Yes an auto-numbered column can have duplicates unless you have a uniqueness constraint to prevent that. Unfortunately the Access UI doesn't deal very well with key constraints other than the primary key. You can define them using SQL's UNIQUE keyword but the only indication that they are unique in the UI is via an index with the property of "no duplicates". Go figure!

An auto-numbered column is typically used for a surrogate key. That usually does means it's a good idea to index it because it will often (though not necessarily always) be referenced by foreign keys and in joins.

jdraw · Jun 1, 2013

In Access terms an autonumber "data type" is supposedly guaranteed to be unique. It is not guaranteed to have sequential, nor positive values -- only uniqueness. And you can only have 1 autonumber field per table.

I said "supposedly" above, because if an autonumber repeats (attempts to create a duplicate),
see http://allenbrowne.com/ser-40.html

Your question of surrogate key (ID) not a PK is interesting. I'm trying to think of the case where you would use a surrogate autonumber in a unique index and not have it as a PK. Perhaps you have a sample.

I can see the Surrogate autonumber as PK, and having other fields (multiple) forming a unique compound index to prevent duplicates of the multifield value. I do this quite often when resolving many to many relationships.

I agree with ButtonMoon that the auto-numbered surrogate column is typically used as the primary key.

ButtonMoon · Jun 2, 2013

Hi Pat,

It seems like you are both muddling terminology and making certain assumptions about what is happening in the OP's database. A primary key is a candidate key. By convention when a table has more than one such key then one of them is designated as primary and any others are called secondary keys or alternate keys. That's essentially just a matter of convention and convenience though. The primary key is supposed to designate one key as being a "preferred" identifier or having some special significance known to the designer or user. The choice of primary key is therefore of no theoretical or practical consequence because a primary key is not different to any other key unless you choose to make it so.

Very often the primary key is the one referenced by foreign keys in other tables but that isn't invariably the case. Some database designers adopt the convention of designating a natural key as "primary", regardless of whether a foreign key will actually reference it or not and even if such a table also has a surrogate. There's nothing fundamentally wrong with doing that. As with other design conventions, what matters is that the community using the convention understands it and can apply it correctly.

Regrettably some DBMSs use keys designated in the system as "primary" to influence or even control certain features such as storage or index creation. This is extremely unfortunate because it both violates the principle of physical database independence and actually goes against the original point of a primary key being the preferred identifier of the user: if the user is directed to choose a key based on what the software will do internally with that choice then maybe it won't be his/her preferred key at all.

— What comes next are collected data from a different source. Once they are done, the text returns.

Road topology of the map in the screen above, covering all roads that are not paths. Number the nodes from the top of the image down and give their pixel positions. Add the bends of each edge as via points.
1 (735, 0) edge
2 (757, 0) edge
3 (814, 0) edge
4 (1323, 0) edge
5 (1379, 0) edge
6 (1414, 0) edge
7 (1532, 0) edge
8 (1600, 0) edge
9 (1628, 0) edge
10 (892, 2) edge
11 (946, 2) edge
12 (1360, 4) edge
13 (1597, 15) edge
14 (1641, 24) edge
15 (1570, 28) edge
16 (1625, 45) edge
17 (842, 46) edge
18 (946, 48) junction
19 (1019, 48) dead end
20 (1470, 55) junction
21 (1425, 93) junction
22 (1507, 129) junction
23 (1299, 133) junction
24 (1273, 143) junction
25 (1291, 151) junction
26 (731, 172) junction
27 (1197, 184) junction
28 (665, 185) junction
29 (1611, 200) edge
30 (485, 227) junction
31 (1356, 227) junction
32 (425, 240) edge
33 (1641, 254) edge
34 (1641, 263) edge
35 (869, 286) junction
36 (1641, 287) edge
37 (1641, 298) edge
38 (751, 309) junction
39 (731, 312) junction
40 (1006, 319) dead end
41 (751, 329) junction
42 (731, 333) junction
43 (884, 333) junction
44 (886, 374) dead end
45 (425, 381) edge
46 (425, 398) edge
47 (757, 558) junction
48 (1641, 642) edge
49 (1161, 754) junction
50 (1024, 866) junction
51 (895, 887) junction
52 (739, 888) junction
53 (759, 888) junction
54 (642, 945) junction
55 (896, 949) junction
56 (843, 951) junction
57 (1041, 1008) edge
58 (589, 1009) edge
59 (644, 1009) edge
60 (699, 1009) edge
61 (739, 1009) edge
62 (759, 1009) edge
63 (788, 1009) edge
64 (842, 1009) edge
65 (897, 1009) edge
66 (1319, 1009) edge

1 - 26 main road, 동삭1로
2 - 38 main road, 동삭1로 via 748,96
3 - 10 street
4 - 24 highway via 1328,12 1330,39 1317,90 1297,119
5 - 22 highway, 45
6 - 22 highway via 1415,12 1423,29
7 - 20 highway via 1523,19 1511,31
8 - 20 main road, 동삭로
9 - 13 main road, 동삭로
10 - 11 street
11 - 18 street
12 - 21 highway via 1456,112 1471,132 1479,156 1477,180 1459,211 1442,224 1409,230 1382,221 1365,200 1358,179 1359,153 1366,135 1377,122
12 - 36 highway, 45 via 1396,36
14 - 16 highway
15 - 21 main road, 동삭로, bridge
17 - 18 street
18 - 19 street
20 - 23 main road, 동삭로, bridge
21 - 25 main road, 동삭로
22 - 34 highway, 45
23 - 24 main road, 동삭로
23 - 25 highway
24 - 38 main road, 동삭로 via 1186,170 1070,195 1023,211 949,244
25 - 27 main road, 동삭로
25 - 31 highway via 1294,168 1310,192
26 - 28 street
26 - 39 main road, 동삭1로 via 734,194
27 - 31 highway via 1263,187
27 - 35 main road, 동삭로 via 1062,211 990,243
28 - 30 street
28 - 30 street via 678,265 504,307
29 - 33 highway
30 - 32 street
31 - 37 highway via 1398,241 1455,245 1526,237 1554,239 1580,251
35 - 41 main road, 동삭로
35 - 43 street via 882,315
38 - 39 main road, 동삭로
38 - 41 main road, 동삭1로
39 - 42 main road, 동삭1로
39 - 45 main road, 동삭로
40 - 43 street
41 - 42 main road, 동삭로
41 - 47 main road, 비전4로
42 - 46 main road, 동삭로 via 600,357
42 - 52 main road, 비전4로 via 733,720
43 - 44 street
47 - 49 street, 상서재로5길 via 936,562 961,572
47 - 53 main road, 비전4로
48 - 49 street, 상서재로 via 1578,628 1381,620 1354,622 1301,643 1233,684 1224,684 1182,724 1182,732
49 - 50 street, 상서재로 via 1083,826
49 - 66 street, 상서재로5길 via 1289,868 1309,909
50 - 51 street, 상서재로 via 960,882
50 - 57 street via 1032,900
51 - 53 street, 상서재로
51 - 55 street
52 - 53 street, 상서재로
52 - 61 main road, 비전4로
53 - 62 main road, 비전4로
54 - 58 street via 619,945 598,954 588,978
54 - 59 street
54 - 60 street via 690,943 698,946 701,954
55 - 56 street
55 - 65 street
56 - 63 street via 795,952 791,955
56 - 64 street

In the present discussion I don't think there's enough information about the physical implementation to make a final judgement on syswizard's choice of indexes. Syswizard isn't necessarily wrong when he says that the surrogate isn't used in joins and searches because it is unfortunately a little too common to see surrogates pointlessly added in cases where they will probably never be used (at least judging by a few posts in this and similar fora). He definitely isn't wrong to suspect that autonumbered columns could contain duplicates if they don't have constraints or indexes that disallow that.

Just my 0.02. HTH

ButtonMoon · Jun 3, 2013

Pat Hartman said:
Surrogate keys are not generally referred to as Candidate keys since they do not exist in the underlying data. They are artificially created because no suitable Candidate key exists or because the database designer prefers to use artifical keys rather than natural keys.

A surrogate key is a minimal superkey and therefore by definition it is a candidate key. I've not before heard anyone say that a surrogate isn't a candidate key, which is a strange misuse of terminology. In terms of the relational model it is certainly incorrect to imagine that primary keys could be something other than candidates. Candidate keys are a fundamental feature of the RM and if a table lacks any candidate keys then it is not a relation.

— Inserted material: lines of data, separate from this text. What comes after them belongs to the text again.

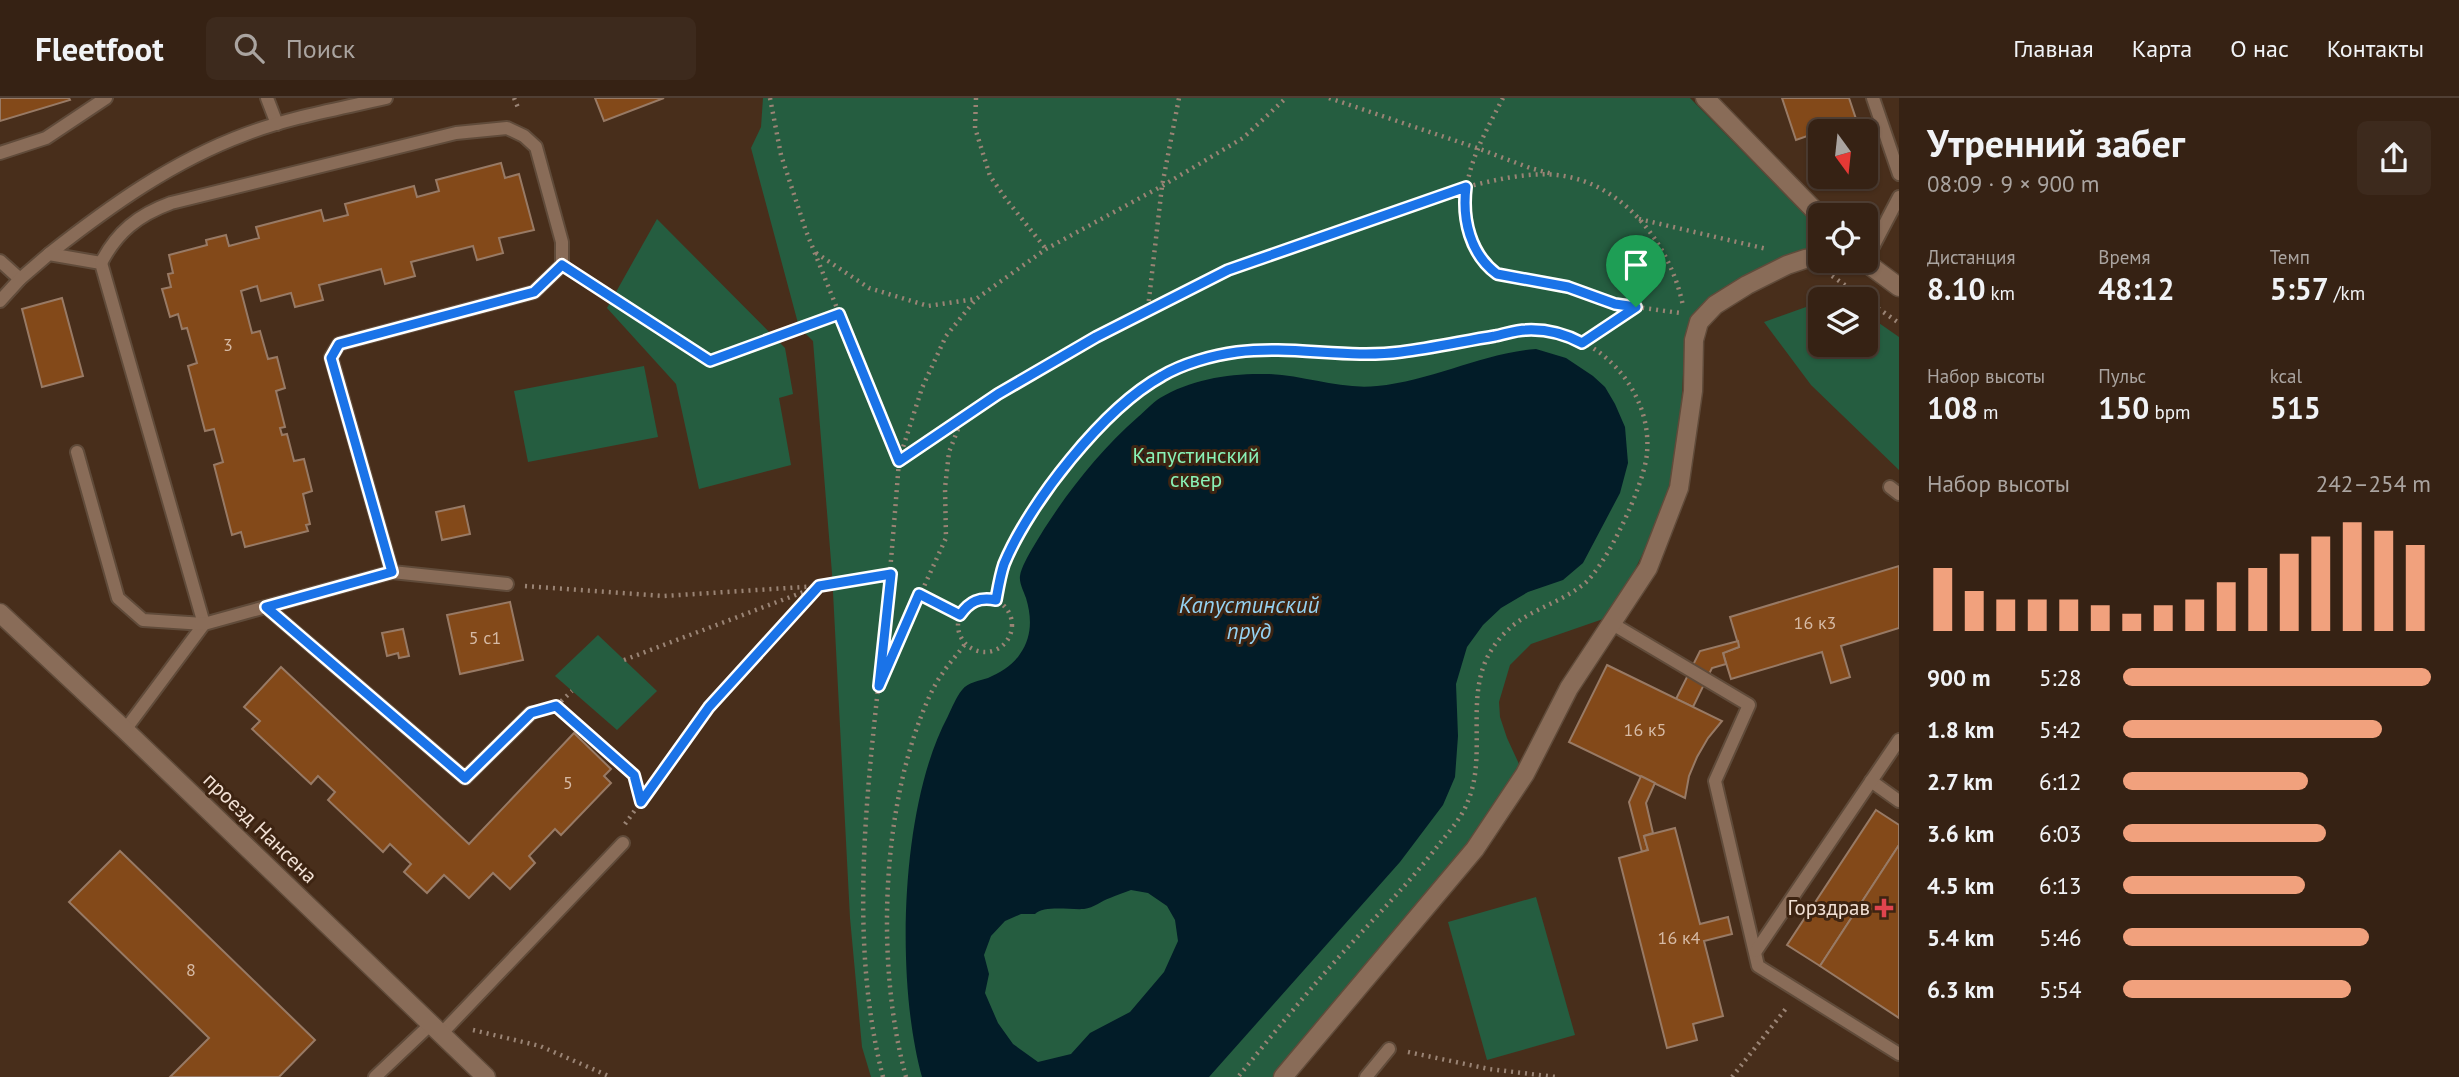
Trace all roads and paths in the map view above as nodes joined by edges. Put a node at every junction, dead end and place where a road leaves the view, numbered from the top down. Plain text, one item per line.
1 (106, 98) edge
2 (267, 98) edge
3 (386, 98) edge
4 (770, 98) edge
5 (976, 98) edge
6 (1179, 98) edge
7 (1286, 98) edge
8 (1329, 98) edge
9 (1503, 98) edge
10 (1705, 98) edge
11 (1873, 98) edge
12 (277, 124) junction
13 (1478, 148) junction
14 (0, 153) edge
15 (1899, 174) edge
16 (1557, 175) junction
17 (1162, 186) junction
18 (1466, 187) junction
19 (1899, 197) edge
20 (1808, 204) edge
21 (1638, 219) junction
22 (1878, 237) edge
23 (1046, 249) junction
24 (814, 252) junction
25 (49, 254) junction
26 (1808, 257) edge
27 (1808, 260) edge
28 (0, 261) edge
29 (101, 263) junction
30 (562, 265) junction
31 (1878, 271) edge
32 (1832, 273) edge
33 (20, 279) junction
34 (1899, 287) edge
35 (976, 299) junction
36 (0, 301) edge
37 (1636, 307) junction
38 (1148, 309) junction
39 (839, 314) junction
40 (1899, 323) edge
41 (1582, 343) junction
42 (962, 419) junction
43 (77, 452) dead end
44 (899, 461) junction
45 (392, 572) junction
46 (891, 574) junction
47 (507, 584) joint
48 (819, 586) junction
49 (919, 594) junction
50 (996, 600) junction
51 (266, 607) junction
52 (0, 613) edge
53 (960, 615) junction
54 (1611, 623) junction
55 (204, 624) junction
56 (965, 644) junction
57 (624, 660) dead end
58 (879, 686) junction
59 (572, 691) dead end
60 (556, 706) junction
61 (531, 713) joint
62 (125, 730) junction
63 (1899, 740) edge
64 (1871, 781) junction
65 (1899, 801) edge
66 (641, 802) junction
67 (622, 828) dead end
68 (623, 843) dead end
69 (1756, 951) junction
70 (1799, 991) junction
71 (441, 1027) junction
72 (1389, 1049) joint
73 (1899, 1054) edge
74 (374, 1077) edge
75 (486, 1077) edge
76 (611, 1077) edge
77 (883, 1077) edge
78 (906, 1077) edge
79 (1238, 1077) edge
80 (1283, 1077) edge
81 (1366, 1077) edge
82 (1556, 1077) edge
83 (1732, 1077) edge

1 - 14 lane
2 - 12 lane
3 - 12 lane
4 - 24 path
5 - 23 path
6 - 17 path
7 - 17 path
8 - 13 path
9 - 13 path
10 - 20 street
11 - 15 lane
12 - 25 lane
13 - 16 path
13 - 18 path
16 - 18 path
16 - 21 path
17 - 23 path
17 - 38 path
18 - 37 path
18 - 38 path
19 - 22 lane
21 - 26 path
21 - 37 path
23 - 35 path
24 - 35 path
24 - 39 path
25 - 29 lane
25 - 33 lane
27 - 54 street
28 - 33 lane
29 - 30 lane
29 - 55 lane
30 - 39 path
30 - 45 lane
31 - 34 street
32 - 40 path
33 - 36 lane
35 - 44 path
37 - 41 path
38 - 42 path
39 - 44 path
41 - 50 path
41 - 79 path
42 - 44 path
42 - 49 path
43 - 55 lane
44 - 46 path
45 - 47 lane
45 - 51 lane
46 - 48 path
46 - 58 path
47 - 48 path
48 - 57 path
48 - 66 path
49 - 53 path
49 - 58 path
50 - 53 path
50 - 56 path
51 - 55 lane
51 - 61 lane
52 - 62 street, проезд Нансена
53 - 56 path
54 - 69 lane
54 - 80 street
55 - 62 lane
56 - 78 path
58 - 77 path
59 - 60 path
60 - 61 path
60 - 66 path
62 - 71 street, проезд Нансена
63 - 64 lane
64 - 65 lane
64 - 69 lane
66 - 67 path
68 - 71 lane
69 - 70 lane
70 - 73 lane
70 - 83 path
71 - 74 lane
71 - 75 street, проезд Нансена
71 - 76 path
72 - 81 lane
72 - 82 path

You seem to be under the impression that you can't enforce RI with a non-primary candidate key. I don't know why you think that. I know you can enforce RI against non-primary keys in Jet and you can do the same with any DBMS that supports Standard SQL, including Oracle, SQL Server and MySQL. A foreign key constraint can reference any key* and the logic and behaviour is exactly the same whether that key happens to be "primary" or not. I suggest you try it out for yourself.

(*Technically, SQL-style "foreign key" constraints can sometimes reference sets of columns that aren't keys at all - but that's off-topic for the moment.)

Pat Hartman said:
This is an Access forum so my remarks are biased toward how Jet/ACE work and in the absense of a statement to the contrary all posts should be considered to be asking about Access/Jet/ACE.

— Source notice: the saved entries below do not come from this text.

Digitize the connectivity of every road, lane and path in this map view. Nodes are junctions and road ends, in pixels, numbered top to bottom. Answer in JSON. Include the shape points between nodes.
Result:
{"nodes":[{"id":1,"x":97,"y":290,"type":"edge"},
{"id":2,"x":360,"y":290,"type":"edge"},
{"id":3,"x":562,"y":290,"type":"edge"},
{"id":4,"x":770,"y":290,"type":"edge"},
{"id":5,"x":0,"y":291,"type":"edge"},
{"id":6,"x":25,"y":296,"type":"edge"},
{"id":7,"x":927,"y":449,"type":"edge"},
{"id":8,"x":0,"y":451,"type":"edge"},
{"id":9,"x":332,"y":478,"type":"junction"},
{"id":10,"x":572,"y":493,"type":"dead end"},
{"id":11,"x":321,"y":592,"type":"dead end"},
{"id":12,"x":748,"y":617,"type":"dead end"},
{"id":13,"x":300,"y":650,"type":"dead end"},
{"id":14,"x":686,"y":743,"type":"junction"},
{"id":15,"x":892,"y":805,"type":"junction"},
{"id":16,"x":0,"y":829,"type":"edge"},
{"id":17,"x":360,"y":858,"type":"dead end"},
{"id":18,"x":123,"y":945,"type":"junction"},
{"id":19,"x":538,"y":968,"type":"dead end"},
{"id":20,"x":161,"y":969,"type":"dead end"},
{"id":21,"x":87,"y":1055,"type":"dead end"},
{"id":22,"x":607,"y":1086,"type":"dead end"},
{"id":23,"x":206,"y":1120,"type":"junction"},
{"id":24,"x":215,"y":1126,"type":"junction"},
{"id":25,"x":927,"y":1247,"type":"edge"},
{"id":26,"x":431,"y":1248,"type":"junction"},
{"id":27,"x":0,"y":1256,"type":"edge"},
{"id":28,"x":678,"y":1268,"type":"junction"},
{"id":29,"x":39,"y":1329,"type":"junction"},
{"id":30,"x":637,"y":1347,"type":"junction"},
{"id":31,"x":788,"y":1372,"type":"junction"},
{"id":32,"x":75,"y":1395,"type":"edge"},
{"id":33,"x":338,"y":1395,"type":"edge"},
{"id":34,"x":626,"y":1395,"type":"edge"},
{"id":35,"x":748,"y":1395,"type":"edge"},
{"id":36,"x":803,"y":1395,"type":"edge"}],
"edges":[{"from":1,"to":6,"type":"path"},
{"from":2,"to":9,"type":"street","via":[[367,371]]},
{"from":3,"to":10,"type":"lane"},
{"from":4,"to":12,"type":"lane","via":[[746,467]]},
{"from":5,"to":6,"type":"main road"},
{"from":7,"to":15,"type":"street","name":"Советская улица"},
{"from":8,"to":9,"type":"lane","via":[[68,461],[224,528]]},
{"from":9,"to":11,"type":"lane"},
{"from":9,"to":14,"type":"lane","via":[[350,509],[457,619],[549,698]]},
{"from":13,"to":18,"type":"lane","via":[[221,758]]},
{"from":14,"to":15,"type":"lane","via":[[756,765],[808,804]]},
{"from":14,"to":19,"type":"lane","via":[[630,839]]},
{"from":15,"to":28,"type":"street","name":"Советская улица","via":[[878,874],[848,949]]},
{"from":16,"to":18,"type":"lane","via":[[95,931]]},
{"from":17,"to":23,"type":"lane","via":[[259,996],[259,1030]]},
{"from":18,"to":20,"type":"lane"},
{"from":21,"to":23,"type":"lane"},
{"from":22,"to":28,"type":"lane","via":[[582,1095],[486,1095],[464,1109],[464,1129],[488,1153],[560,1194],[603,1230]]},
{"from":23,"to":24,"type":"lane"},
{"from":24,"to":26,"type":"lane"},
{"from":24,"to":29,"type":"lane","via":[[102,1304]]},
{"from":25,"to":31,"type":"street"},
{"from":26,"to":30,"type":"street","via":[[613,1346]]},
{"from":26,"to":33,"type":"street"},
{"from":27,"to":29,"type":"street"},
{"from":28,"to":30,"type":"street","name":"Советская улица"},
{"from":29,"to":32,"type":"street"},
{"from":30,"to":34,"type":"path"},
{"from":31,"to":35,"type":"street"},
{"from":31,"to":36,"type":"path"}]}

I assumed the OP was asking about Access but not necessarily about Jet/ACE. In any case, all my remarks apply equally to Jet/ACE as far as I'm aware.

gemma-the-husky · Jun 3, 2013

syswizard

consider this somewhat differently. the indexed autonumber is ideal for managing relationships between multiple tables.

let's say you have a customers table, with an autonumber key. a sales order table, with the customerid as its foreign key, and its own autonumber key. and a sales order item table with the salesorder id as ITS foreign key.

ie.

customer 1 ... n sales orders (joined on autonumber customerID key)
sales orders 1.... n sales order lines (joined on autonumber salesorderID key)

now this does mean that in order to establish the customer name for an order line you have to reference up through the parent sales order to the parent customer - but this is just a natural join.

you could easily find, say, all order lines for a given customer, for a given range of order dates. you just need to include tables up to the customers table in order to extract the data.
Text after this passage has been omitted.